Нельзя не сказать здесь, что до нас дошло около 1300 писем Тютчева, — то есть слишком много для безнадежно «ленивого» человека. Но очень характерно, что почти 500 из них — это письма ко второй жене поэта, Эрнестине Федоровне, которая понимала его, пожалуй, более, чем кто-либо.21 Вот почему не так уж трудно было писать ей, хотя и в этих письмах Тютчев постоянно жалуется на невозможность полноценно высказать то, что он мыслит и чувствует.
Гагарин, при всей их дружбе, не был, очевидно, для Тютчева таким идеальным адресатом. В следующем после только что цитированного письма Тютчев говорит: «Я получил от вас за последнее время два добрых и прекрасных письма, доставивших мне все то удовольствие, какое я могу получить от писем… И за все эти благодеяния я… не подал даже ни малейшего признака жизни. Сознаюсь — это низко, но… Пусть ваша дружба окажется выше моего молчания».

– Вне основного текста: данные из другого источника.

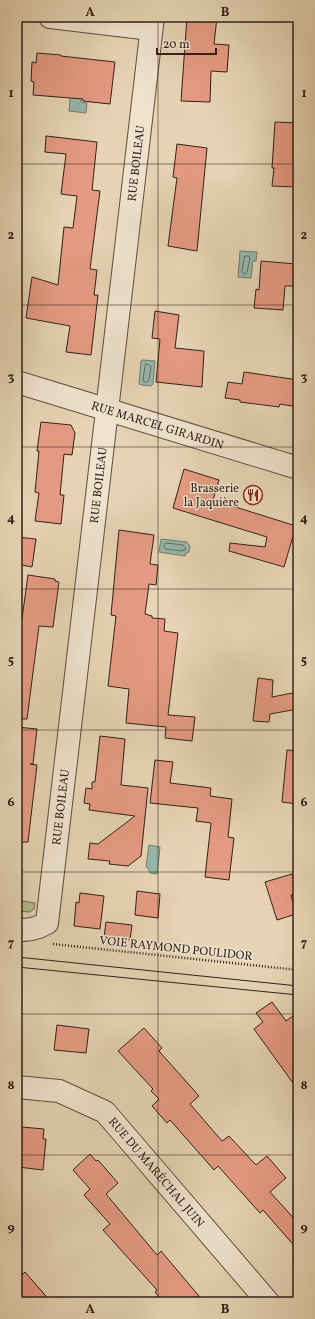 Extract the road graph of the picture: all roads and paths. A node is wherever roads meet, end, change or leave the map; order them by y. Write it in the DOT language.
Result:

Гагарин проявил свою дружбу к Тютчеву в полной мере. Приехав в конце 1835 года в Петербург, он не без изумления увидел, что ни Жуковский, ни Вяземский, ни сам Пушкин не знают поэзии Тютчева, которую Гагарин ставил исключительно высоко. Он начал действовать — и действовать энергично. Настоятельными просьбами в письмах он вынудил Тютчева переслать ему стихи. В это самое время из Мюнхена уезжал для службы в Министерстве иностранных дел барон Крюднер, и сама прекрасная Амалия доставила Гагарину тютчевские рукописи.
Под давлением Гагарина Тютчев сообщил ему также, что целый ряд рукописей его стихотворений находится у Раича, который не сумел их опубликовать, так как его журнал «Галатея» в 1830 году перестал издаваться (до 1839 года). Тогда Гагарин обратился к знакомому ему по университету Шевыреву, и последний, получив рукописи у Раича, прислал их молодому энтузиасту.
Гагарин не смог осуществить свой замысел целиком (он ведь намеревался издать книгу стихотворений Тютчева), так как в июле 1837 года был отправлен министром иностранных дел Нессельроде за границу и возвратился лишь через два года. Но, тем не менее, в результате усилий Гагарина более двух десятков высших творений поэта появилось в пушкинском журнале «Современник».
Рукописи Тютчева, не превратившиеся тогда в книгу, Иван Гагарин бережно хранил четыре десятилетия, и нельзя не сказать о том, что только благодаря его заботе до нас дошли такие тютчевские творения, как «Тени сизые смесились…», «Нет, моего к тебе пристрастья…», «Сижу задумчив и един…», «Я лютеран люблю богослуженье…» и многие другие. До конца своих дней Гагарин исключительно высоко ценил Тютчева. Но все же пути их необратимо разошлись уже к концу 1830-х годов, и это расхождение имело очень существенный, непосредственно исторический смысл.
Гагарин сам рассказывал о том, что, оказавшись в Мюнхене, постоянно «сравнивал Россию с Европой». Объясняя это стремление, он говорил: «Я видел в Европе различные нации, весьма несхожие между собою, обладающие каждая своим особым характером: тем не менее у всех них было нечто общее… которого я не находил в России… Россия в сравнении с другими странами имела отличительный характер, отделявший ее от этих стран гораздо более глубокой разграничительной линией, чем та, которую можно заметить между Германией и Италией, Англией и Францией, Испанией и Швецией. Отчего происходит это различие? В чем состоит та общность, которая существует между различными европейскими нациями и остается чуждою России? Такова вставшая передо мною в Мюнхене задача, решения коей я с тех пор не переставал искать».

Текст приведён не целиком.